Design a site like this with WordPress.com
Get started

Apache Spark – Beginner Example

Lets look at a simple spark job

We are going to look at a basic spark example. At the end of the tutorial, we will come to know

  1. A basic spark project structure
  2. Bare minimum libraries required to run a spark application
  3. How to run a spark application on local

Git Repo – https://github.com/letsblogcontent/SparkSimpleExample

Pre-requisites
1. Java
2. Maven
3. Intellij or STS (Optional but recommended)

Follow below steps to complete your first spark application

  1. Create a new maven project without any specific archetype. I am using IntelliJ editor but you may choose any other suitable editor as well.
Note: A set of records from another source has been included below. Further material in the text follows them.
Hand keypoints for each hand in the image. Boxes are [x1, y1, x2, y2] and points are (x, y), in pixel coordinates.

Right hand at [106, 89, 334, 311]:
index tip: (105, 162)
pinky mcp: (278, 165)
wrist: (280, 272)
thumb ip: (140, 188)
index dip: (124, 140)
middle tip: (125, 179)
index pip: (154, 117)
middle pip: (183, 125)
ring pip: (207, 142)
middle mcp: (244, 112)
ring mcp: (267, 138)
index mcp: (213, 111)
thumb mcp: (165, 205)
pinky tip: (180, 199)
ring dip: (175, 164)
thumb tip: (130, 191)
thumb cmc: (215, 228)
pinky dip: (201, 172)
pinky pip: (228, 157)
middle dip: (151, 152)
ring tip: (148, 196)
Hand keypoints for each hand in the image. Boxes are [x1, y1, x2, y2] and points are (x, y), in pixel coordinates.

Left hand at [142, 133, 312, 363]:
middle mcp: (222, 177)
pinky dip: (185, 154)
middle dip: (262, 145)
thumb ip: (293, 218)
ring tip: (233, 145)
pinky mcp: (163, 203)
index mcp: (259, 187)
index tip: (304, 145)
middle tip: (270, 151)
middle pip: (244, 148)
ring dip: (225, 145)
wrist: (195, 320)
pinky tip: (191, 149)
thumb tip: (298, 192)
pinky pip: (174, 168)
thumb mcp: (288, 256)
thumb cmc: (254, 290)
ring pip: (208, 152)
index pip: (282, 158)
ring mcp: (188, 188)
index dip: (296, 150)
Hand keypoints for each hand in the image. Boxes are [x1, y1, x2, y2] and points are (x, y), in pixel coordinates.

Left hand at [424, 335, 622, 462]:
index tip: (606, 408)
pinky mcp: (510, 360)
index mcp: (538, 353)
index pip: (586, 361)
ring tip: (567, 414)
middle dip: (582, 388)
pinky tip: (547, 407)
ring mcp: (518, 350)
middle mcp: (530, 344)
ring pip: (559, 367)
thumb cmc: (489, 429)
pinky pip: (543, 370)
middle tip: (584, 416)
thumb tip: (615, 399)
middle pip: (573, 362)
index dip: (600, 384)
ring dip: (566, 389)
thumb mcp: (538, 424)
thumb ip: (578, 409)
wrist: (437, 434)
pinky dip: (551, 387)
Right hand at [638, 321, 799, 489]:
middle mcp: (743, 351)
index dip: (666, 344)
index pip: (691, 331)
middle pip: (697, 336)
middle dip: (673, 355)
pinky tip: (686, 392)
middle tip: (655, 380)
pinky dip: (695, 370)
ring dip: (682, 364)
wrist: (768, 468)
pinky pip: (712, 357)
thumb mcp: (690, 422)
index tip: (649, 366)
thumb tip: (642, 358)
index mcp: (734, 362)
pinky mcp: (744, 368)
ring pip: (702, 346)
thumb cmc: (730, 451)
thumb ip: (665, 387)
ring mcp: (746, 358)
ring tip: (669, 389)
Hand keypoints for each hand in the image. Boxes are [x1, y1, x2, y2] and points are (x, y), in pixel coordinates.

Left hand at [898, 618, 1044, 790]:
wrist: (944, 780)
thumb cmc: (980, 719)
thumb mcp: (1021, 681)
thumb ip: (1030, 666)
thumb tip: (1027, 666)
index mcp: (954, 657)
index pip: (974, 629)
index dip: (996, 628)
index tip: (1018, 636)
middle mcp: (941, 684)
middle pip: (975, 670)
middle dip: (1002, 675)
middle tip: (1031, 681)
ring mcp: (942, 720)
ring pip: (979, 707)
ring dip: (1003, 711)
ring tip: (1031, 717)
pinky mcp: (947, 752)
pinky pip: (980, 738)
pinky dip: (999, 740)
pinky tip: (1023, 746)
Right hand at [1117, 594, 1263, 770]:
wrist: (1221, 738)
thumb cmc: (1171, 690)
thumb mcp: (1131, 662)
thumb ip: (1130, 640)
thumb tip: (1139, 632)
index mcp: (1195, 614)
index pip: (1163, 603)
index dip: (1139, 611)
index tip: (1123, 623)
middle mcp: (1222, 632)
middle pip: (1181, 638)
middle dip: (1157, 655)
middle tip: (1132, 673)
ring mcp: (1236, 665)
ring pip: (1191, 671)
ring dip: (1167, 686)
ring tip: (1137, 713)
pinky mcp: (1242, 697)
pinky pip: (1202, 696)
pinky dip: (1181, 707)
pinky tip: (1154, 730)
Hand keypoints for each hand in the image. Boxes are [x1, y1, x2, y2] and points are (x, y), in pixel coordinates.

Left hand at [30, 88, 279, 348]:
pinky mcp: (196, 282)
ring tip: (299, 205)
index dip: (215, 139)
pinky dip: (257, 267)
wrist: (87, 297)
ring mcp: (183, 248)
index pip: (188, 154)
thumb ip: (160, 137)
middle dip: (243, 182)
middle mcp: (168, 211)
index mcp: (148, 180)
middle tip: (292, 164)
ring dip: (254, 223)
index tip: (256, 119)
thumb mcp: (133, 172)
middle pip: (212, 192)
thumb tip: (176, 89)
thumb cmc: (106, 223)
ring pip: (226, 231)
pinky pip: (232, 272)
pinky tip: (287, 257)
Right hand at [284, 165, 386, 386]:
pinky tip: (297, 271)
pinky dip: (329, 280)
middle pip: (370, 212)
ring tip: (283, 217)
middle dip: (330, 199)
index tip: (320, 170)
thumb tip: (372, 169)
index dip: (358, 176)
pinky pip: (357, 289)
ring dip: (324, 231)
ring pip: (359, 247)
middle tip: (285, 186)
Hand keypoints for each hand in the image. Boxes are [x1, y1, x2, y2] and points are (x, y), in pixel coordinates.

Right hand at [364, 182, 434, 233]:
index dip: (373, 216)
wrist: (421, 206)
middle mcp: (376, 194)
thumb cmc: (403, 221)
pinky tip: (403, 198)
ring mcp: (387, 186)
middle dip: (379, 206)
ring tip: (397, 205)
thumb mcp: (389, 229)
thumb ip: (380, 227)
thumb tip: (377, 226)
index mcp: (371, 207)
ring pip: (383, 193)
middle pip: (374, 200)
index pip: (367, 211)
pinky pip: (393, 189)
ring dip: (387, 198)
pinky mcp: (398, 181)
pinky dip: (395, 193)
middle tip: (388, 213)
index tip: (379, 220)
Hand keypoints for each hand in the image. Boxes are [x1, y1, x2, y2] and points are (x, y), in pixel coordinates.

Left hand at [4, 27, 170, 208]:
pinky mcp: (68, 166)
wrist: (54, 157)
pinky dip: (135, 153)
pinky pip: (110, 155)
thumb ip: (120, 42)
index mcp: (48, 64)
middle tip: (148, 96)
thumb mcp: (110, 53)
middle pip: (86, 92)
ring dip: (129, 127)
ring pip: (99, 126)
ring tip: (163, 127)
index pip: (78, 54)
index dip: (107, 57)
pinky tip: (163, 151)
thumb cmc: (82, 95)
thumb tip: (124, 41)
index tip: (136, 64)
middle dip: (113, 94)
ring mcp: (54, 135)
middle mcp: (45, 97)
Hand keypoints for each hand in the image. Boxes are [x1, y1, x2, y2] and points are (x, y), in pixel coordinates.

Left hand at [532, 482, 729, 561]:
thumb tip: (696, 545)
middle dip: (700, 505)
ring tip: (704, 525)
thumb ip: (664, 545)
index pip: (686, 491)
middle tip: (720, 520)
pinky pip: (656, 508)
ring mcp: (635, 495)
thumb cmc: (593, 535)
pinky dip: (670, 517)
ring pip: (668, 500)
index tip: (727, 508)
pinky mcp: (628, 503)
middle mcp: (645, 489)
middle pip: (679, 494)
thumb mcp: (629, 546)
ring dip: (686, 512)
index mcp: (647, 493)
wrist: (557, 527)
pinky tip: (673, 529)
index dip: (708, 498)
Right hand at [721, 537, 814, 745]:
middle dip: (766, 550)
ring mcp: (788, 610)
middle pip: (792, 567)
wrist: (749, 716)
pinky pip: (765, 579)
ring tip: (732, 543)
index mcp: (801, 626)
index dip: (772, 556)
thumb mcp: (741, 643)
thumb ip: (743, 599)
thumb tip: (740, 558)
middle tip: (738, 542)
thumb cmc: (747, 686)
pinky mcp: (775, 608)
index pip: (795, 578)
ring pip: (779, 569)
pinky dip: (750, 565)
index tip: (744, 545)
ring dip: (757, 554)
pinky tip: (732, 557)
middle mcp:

I have created a project with name “SparkExample”
    • Navigate to File-> New Project
    • Select Maven from Left Panel
    • Do not select any archetype
    • Click on “Next”
    • Name the project “SparkExample”
    • Click on “Finish”
      This should create a new maven project like below
      project structure
  2. Next we update the pom.xml with spark-core dependency as below.
<?xml version="1.0" encoding="UTF-8"?>
<project xmlns="http://maven.apache.org/POM/4.0.0"
         xmlns:xsi="http://www.w3.org/2001/XMLSchema-instance"
         xsi:schemaLocation="http://maven.apache.org/POM/4.0.0 http://maven.apache.org/xsd/maven-4.0.0.xsd">
    <modelVersion>4.0.0</modelVersion>

    <groupId>org.example</groupId>
    <artifactId>SparkExamples</artifactId>
    <version>1.0-SNAPSHOT</version>
    <properties>
        <maven.compiler.source>1.8</maven.compiler.source>
        <maven.compiler.target>1.8</maven.compiler.target>
    </properties>

    <dependencies>
        <dependency>
            <groupId>org.apache.spark</groupId>
            <artifactId>spark-core_2.10</artifactId>
            <version>2.0.0</version>
        </dependency>

    </dependencies>

</project>

3. Now we create a new Class “WordCount” in “com.examples” package and copy below contents.

package com.examples;


import org.apache.spark.SparkConf;
import org.apache.spark.api.java.JavaRDD;
import org.apache.spark.api.java.JavaSparkContext;

import java.util.Arrays;
import java.util.Map;

public class WordCount {

    public static void main(String[] args) throws Exception {

        SparkConf conf = new SparkConf().setAppName("wordCounts").setMaster("local[3]");
        JavaSparkContext sc = new JavaSparkContext(conf);

        JavaRDD<String> lines = sc.textFile("in/word_count.txt");
        JavaRDD<String> words = lines.flatMap(line -> Arrays.asList(line.split(" ")).iterator());

        Map<String, Long> wordCounts = words.countByValue();

        for (Map.Entry<String, Long> entry : wordCounts.entrySet()) {
            System.out.println(entry.getKey() + " : " + entry.getValue());
        }
    }
}

4. create a new directory folder “in” at the project root and add below file into the “in” directory. In this example we are going to read this file and use spark to count the occurrence of each word in the file.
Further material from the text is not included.